Monday, February 26, 2007

Ashes to Ashes: A Ritual

Yesterday Bruce and I did not want to get up for a morning service so we decided to go to the Brooklyn UU church and take part in their new "Sunset Services." This is something new they are trying out and it is aimed at young people. So Bruce and I found that we were the oldest people in attendance.

The ritual reminded me of some of our reflections groups at BSEC when Kurt Johnson used to lead them. I remember one in particular where we were supposed to choose an object that had some symbolic meaning to us and lay it on a sort of altar while meditating. This seems to bring a focus to one's inner thoughts.

In last night's ritual we thought about the body, ashes, earth, decomposition, and without mentioning it too explicitly, death. We sang several hymns, one of which I remember. It went, "Brother, Sister, take your time, go slowly...simple things are holy." There was a bit more but this is what stood out in my mind. At the same time we watched a slide show of sonograms showing the fetus, hands, beach sand, etc. After singing hymns and doing readings (after each sentence the person reading the words came up and burned them in the chalice), we did "holy play" which consisted of touching, manipulating and playing with clay, sand and dirt. I liked the sand best and felt that I found a piece of bone in it that seemed like a treasure. Some of the young women took off their shoes and socks and walked and danced in the dirt pile, so they really got deeply involved in it.

We passed around the bowl of burnt words and each of us took some of the ashes. Some of this was tied in with the Christian ritual of Ash Wednesday but the woman running the worship said that often they simply put the ashes on your forehead for that ritual and you do not get to touch them. The ashes were stark black and soft and crumbly. I rubbed them between my fingers and they crumbled more and more and left a stain on my hand. They were very fragile, fragile as life.

Afterwards we went to a bowl of soapy water and washed up. Someone made a joke about footwashing and another person said that would be a whole other ritual. Actually I think I would enjoy that. It would be an experience I have not had. This was meaningful and yet part of it was just like being a kid playing in the sandbox again.

When it ended we just went home. I seem to be shy around much younger people. I don't know why that is. But it was a nice mellow experience. We were in a small chapel downstairs in the church, and a concert with Gregorian chanting was going on upstairs. The stained glass windows were very Christian but the ritual was earth-centered, and almost pagan.
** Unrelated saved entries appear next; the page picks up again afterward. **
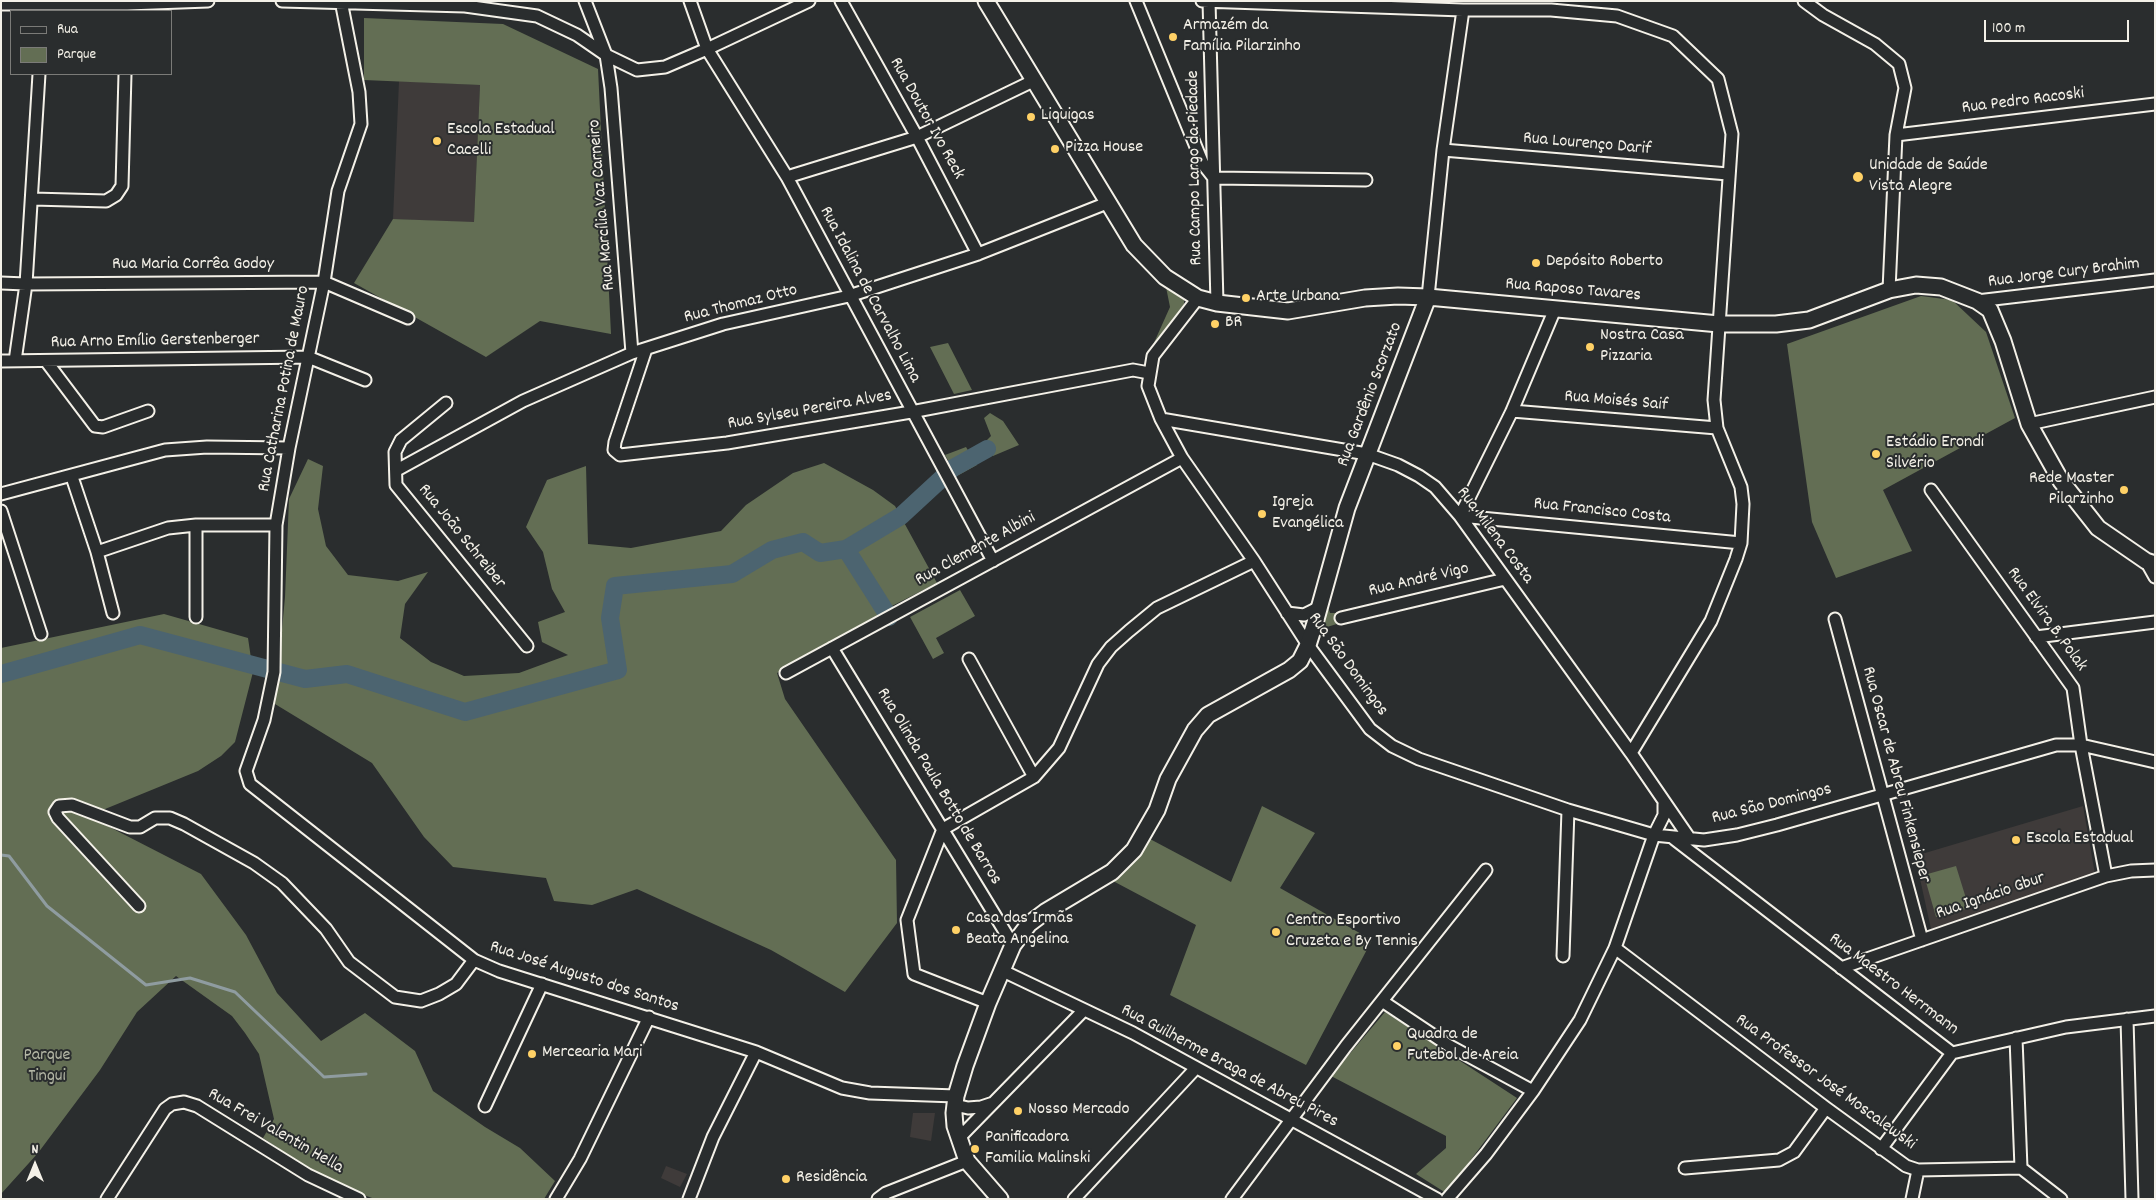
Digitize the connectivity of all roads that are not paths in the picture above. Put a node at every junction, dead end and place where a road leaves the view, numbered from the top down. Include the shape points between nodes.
1 (208, 1) edge
2 (282, 1) edge
3 (585, 1) edge
4 (690, 1) edge
5 (809, 1) edge
6 (841, 1) edge
7 (986, 1) edge
8 (1136, 1) edge
9 (1202, 1) edge
10 (1210, 1) edge
11 (1804, 1) edge
12 (341, 2) edge
13 (63, 3) edge
14 (1314, 3) edge
15 (1, 4) edge
16 (464, 4) edge
17 (42, 8) edge
18 (127, 8) edge
19 (1463, 10) junction
20 (708, 49) junction
21 (606, 55) junction
22 (39, 75) edge
23 (125, 75) edge
24 (1033, 81) junction
25 (2155, 104) edge
26 (1896, 135) junction
27 (917, 136) junction
28 (1444, 150) junction
29 (1728, 174) junction
30 (787, 178) junction
31 (1214, 178) junction
32 (1366, 180) dead end
33 (33, 199) junction
34 (1106, 203) junction
35 (978, 254) junction
36 (2155, 280) edge
37 (324, 282) junction
38 (1, 283) edge
39 (26, 284) junction
40 (1889, 290) junction
41 (849, 296) junction
42 (1428, 297) junction
43 (1198, 298) junction
44 (1977, 302) junction
45 (1217, 303) junction
46 (1555, 308) junction
47 (408, 318) dead end
48 (1719, 324) junction
49 (646, 349) junction
50 (632, 353) junction
51 (308, 357) junction
52 (1, 361) edge
53 (15, 361) junction
54 (46, 361) junction
55 (1149, 373) junction
56 (365, 380) dead end
57 (2155, 397) edge
58 (446, 403) dead end
59 (148, 411) dead end
60 (1512, 411) junction
61 (911, 412) junction
62 (1161, 420) junction
63 (2029, 424) junction
64 (1717, 428) junction
65 (289, 448) junction
66 (1368, 454) junction
67 (1182, 458) junction
68 (396, 470) junction
69 (72, 477) junction
70 (1931, 490) dead end
71 (1, 494) edge
72 (1, 511) edge
73 (1460, 516) junction
74 (196, 525) junction
75 (276, 525) junction
76 (1741, 543) junction
77 (97, 552) junction
78 (993, 561) junction
79 (1254, 561) junction
80 (2151, 562) edge
81 (2155, 577) edge
82 (1505, 579) junction
83 (1318, 608) junction
84 (112, 613) dead end
85 (1287, 614) junction
86 (196, 617) dead end
87 (1341, 618) dead end
88 (1835, 619) dead end
89 (2155, 622) edge
90 (41, 634) dead end
91 (2036, 637) junction
92 (1308, 645) junction
93 (527, 646) dead end
94 (832, 648) junction
95 (969, 659) dead end
96 (786, 673) dead end
97 (2081, 745) junction
98 (1631, 753) junction
99 (2155, 762) edge
100 (1034, 777) junction
101 (250, 784) joint
102 (1882, 794) junction
103 (1664, 804) junction
104 (1568, 810) junction
105 (943, 829) junction
106 (1654, 835) junction
107 (1673, 838) junction
108 (1690, 839) junction
109 (1704, 840) junction
110 (1702, 861) junction
111 (1486, 870) dead end
112 (2155, 870) edge
113 (2106, 876) junction
114 (139, 906) dead end
115 (1922, 940) junction
116 (1013, 945) junction
117 (1615, 948) junction
118 (1563, 956) dead end
119 (474, 960) junction
120 (1841, 968) junction
121 (1002, 971) junction
122 (542, 984) junction
123 (1382, 1001) junction
124 (988, 1003) junction
125 (1084, 1010) junction
126 (2155, 1016) edge
127 (649, 1018) junction
128 (2127, 1019) junction
129 (2016, 1038) junction
130 (756, 1052) junction
131 (1952, 1053) junction
132 (1196, 1068) junction
133 (1533, 1091) junction
134 (955, 1101) junction
135 (995, 1102) junction
136 (485, 1106) dead end
137 (1826, 1108) junction
138 (1292, 1119) junction
139 (959, 1138) junction
140 (1882, 1149) junction
141 (967, 1161) junction
142 (1685, 1168) dead end
143 (2021, 1168) junction
144 (1918, 1170) junction
145 (107, 1199) edge
146 (359, 1199) edge
147 (556, 1199) edge
148 (689, 1199) edge
149 (878, 1199) edge
150 (1000, 1199) edge
151 (1074, 1199) edge
152 (1232, 1199) edge
153 (1437, 1199) edge
154 (1447, 1199) edge
155 (1912, 1199) edge
156 (2061, 1199) edge
157 (2132, 1199) edge

1 - 18 street
2 - 12 street
3 - 21 street, Rua Marcília Vaz Carneiro
4 - 20 street, Rua Idalina de Carvalho Lima
5 - 20 street
6 - 27 street, Rua Doutor Ivo Reck
7 - 24 main road, Rua Raposo Tavares
8 - 31 street via 1203,164
9 - 10 street
10 - 14 street
10 - 31 street, Rua Campo Largo da Piedade
11 - 26 street via 1876,44 1899,64 1905,88
12 - 16 street
12 - 37 street, Rua Catharina Potina de Mauro via 359,92 361,124 338,191
13 - 17 street
13 - 18 street
14 - 19 street
15 - 17 street
16 - 21 street via 537,16 576,35
19 - 28 street, Rua Gardênio Scorzato
19 - 29 street via 1551,10 1617,16 1673,36 1718,79 1732,134
20 - 21 street via 665,67 638,70
20 - 30 street, Rua Idalina de Carvalho Lima
21 - 50 street, Rua Marcília Vaz Carneiro via 618,152
22 - 33 street
23 - 33 street via 122,186 116,195 106,201
24 - 27 street
24 - 34 main road, Rua Raposo Tavares
25 - 26 street, Rua Pedro Racoski
26 - 40 street
27 - 30 street
27 - 35 street, Rua Doutor Ivo Reck
28 - 29 street, Rua Lourenço Darif
28 - 42 street, Rua Gardênio Scorzato
29 - 48 street
30 - 41 street, Rua Idalina de Carvalho Lima
31 - 32 street
31 - 45 street, Rua Campo Largo da Piedade
33 - 39 street
34 - 35 street, Rua Thomaz Otto
34 - 43 main road, Rua Raposo Tavares via 1152,266
35 - 41 street, Rua Thomaz Otto
36 - 44 street, Rua Jorge Cury Brahim
37 - 39 street, Rua Maria Corrêa Godoy
37 - 47 street, Rua Maria Corrêa Godoy
37 - 51 street, Rua Catharina Potina de Mauro
38 - 39 street, Rua Maria Corrêa Godoy
39 - 53 street
40 - 44 main road, Rua Raposo Tavares via 1916,285 1941,287
40 - 48 main road, Rua Raposo Tavares via 1809,320 1776,324
41 - 49 street, Rua Thomaz Otto via 723,324
41 - 61 street, Rua Idalina de Carvalho Lima
42 - 45 main road, Rua Raposo Tavares via 1365,298 1288,311
42 - 46 main road, Rua Raposo Tavares
42 - 66 main road, Rua Gardênio Scorzato
43 - 45 main road, Rua Raposo Tavares
43 - 55 street, Rua São Domingos via 1153,356
44 - 63 main road, Rua Raposo Tavares via 1990,310
46 - 48 main road, Rua Raposo Tavares
46 - 60 street
48 - 64 street via 1714,400
49 - 50 street, Rua Thomaz Otto
49 - 61 street, Rua Sylseu Pereira Alves via 614,450 620,455 727,443
50 - 68 street, Rua Thomaz Otto via 523,401
51 - 54 street, Rua Arno Emílio Gerstenberger
51 - 56 street, Rua Arno Emílio Gerstenberger
51 - 65 street, Rua Catharina Potina de Mauro
52 - 53 street, Rua Arno Emílio Gerstenberger
53 - 54 street, Rua Arno Emílio Gerstenberger
54 - 59 street via 95,426 103,427
55 - 61 street, Rua Sylseu Pereira Alves via 1133,370
55 - 62 street, Rua São Domingos via 1148,386
57 - 63 street
58 - 68 street, Rua João Schreiber via 401,440 395,452
60 - 64 street, Rua Moisés Saif
60 - 73 street
61 - 78 street, Rua Idalina de Carvalho Lima
62 - 66 street, Rua Milena Costa
62 - 67 street, Rua São Domingos
63 - 80 main road, Rua Raposo Tavares via 2062,481 2098,528
64 - 76 street via 1741,487
65 - 69 street via 165,450
65 - 75 street, Rua Catharina Potina de Mauro
66 - 73 street, Rua Milena Costa via 1419,476 1435,487
66 - 83 main road, Rua Gardênio Scorzato
67 - 78 street, Rua Clemente Albini
67 - 79 street, Rua São Domingos
68 - 93 street, Rua João Schreiber via 396,485
69 - 71 street
69 - 77 street
70 - 91 street, Rua Elvira B. Polak
72 - 90 street
73 - 76 street, Rua Francisco Costa
73 - 82 street, Rua Milena Costa
74 - 75 street
74 - 77 street via 168,528
74 - 86 street
75 - 101 street, Rua Catharina Potina de Mauro via 274,672 264,720 246,772
76 - 98 street via 1711,620
77 - 84 street
78 - 94 street, Rua Clemente Albini
79 - 85 street, Rua São Domingos
79 - 100 street via 1157,608 1111,647 1098,664 1059,748
80 - 81 street
82 - 87 street, Rua André Vigo
82 - 98 street, Rua Milena Costa
83 - 85 street, Rua São Domingos via 1304,615
83 - 92 main road, Rua Gardênio Scorzato
85 - 92 street, Rua São Domingos
88 - 102 street, Rua Oscar de Abreu Finkensieper
89 - 91 street
91 - 97 street, Rua Elvira B. Polak via 2073,688
92 - 104 street, Rua São Domingos via 1370,729 1392,746 1419,759
92 - 116 main road, Rua Gardênio Scorzato via 1300,661 1289,670 1208,715 1195,730 1134,850 1112,872 1029,924
94 - 96 street, Rua Clemente Albini
94 - 105 street, Rua Olinda Paula Botto de Barros
95 - 100 street
97 - 99 street, Rua São Domingos
97 - 102 street, Rua São Domingos via 2056,745
97 - 113 street, Rua Elvira B. Polak
98 - 103 street, Rua Milena Costa
100 - 105 street
101 - 119 street, Rua José Augusto dos Santos
102 - 109 street, Rua São Domingos via 1758,830
102 - 115 street, Rua Oscar de Abreu Finkensieper
103 - 106 street via 1664,815
103 - 108 street, Rua Milena Costa
104 - 106 street, Rua São Domingos
104 - 118 street
105 - 116 street, Rua Olinda Paula Botto de Barros
105 - 124 street via 908,920 914,974
106 - 107 street, Rua São Domingos
106 - 117 street
107 - 108 street, Rua São Domingos
107 - 110 street, Rua Maestro Herrmann
108 - 109 street, Rua São Domingos
109 - 110 street
110 - 120 street, Rua Maestro Herrmann
111 - 123 street
112 - 113 street, Rua Ignácio Gbur
113 - 115 street, Rua Ignácio Gbur
114 - 119 street via 58,818 55,812 59,806 72,804 130,827 140,827 155,818 170,818 184,824 282,883 326,930 349,962 395,997 421,1001 439,994 456,984
115 - 120 street, Rua Ignácio Gbur
116 - 121 main road, Rua Gardênio Scorzato
117 - 133 street via 1580,1020
117 - 137 street, Rua Professor José Moscalewski
119 - 122 street, Rua José Augusto dos Santos
120 - 131 street, Rua Maestro Herrmann
121 - 124 main road, Rua Gardênio Scorzato
121 - 125 street, Rua Guilherme Braga de Abreu Pires
122 - 127 street, Rua José Augusto dos Santos
122 - 136 street
123 - 133 street via 1448,1045
123 - 138 street
124 - 134 main road, Rua Gardênio Scorzato
125 - 132 street, Rua Guilherme Braga de Abreu Pires
125 - 135 street
126 - 128 street, Rua Maestro Herrmann
127 - 130 street, Rua José Augusto dos Santos
127 - 147 street via 580,1159
128 - 129 street, Rua Maestro Herrmann
128 - 157 street
129 - 131 street, Rua Maestro Herrmann
129 - 143 street
130 - 134 street, Rua José Augusto dos Santos via 842,1088
130 - 148 street via 713,1137
131 - 140 street
132 - 138 street, Rua Guilherme Braga de Abreu Pires
132 - 151 street
133 - 154 street
134 - 135 street, Rua José Augusto dos Santos via 968,1108
134 - 139 main road, Rua Gardênio Scorzato
135 - 139 street
137 - 140 street, Rua Professor José Moscalewski
137 - 142 street via 1794,1152 1779,1160
138 - 152 street
138 - 153 street, Rua Guilherme Braga de Abreu Pires
139 - 141 main road, Rua Gardênio Scorzato
140 - 144 street, Rua Professor José Moscalewski via 1906,1166
141 - 149 street
141 - 150 main road, Rua Gardênio Scorzato
143 - 144 street, Rua Professor José Moscalewski
143 - 156 street
144 - 155 street
145 - 146 street, Rua Frei Valentin Hella via 166,1110 172,1104 184,1102 197,1106 308,1175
I find I like more traditional services but once in a while something like this can be food for thought. Maybe food for the soul as well. It is certainly more nourishing than a place where we have to constantly struggle. That's for the workaday world, and should not be for the church or other spiritual experiences.

I also felt that it was easier for the younger people to do an exercise with the overtones of bodily limitations and death, because it seems far away to them, as if it will never happen. Whereas for us fifty-somethings, having already been brought face to face with mortality, it was harder to enter into a ritual like this in a playful mode, for I felt the reminder as I dug my hands through the decomposed plants and animals contained in the dirt. The song, "All we are is dust in the wind," seemed most appropriate.

In all, it was well worth going there and a little step back from everyday life that I think we both needed. We will keep on exploring there.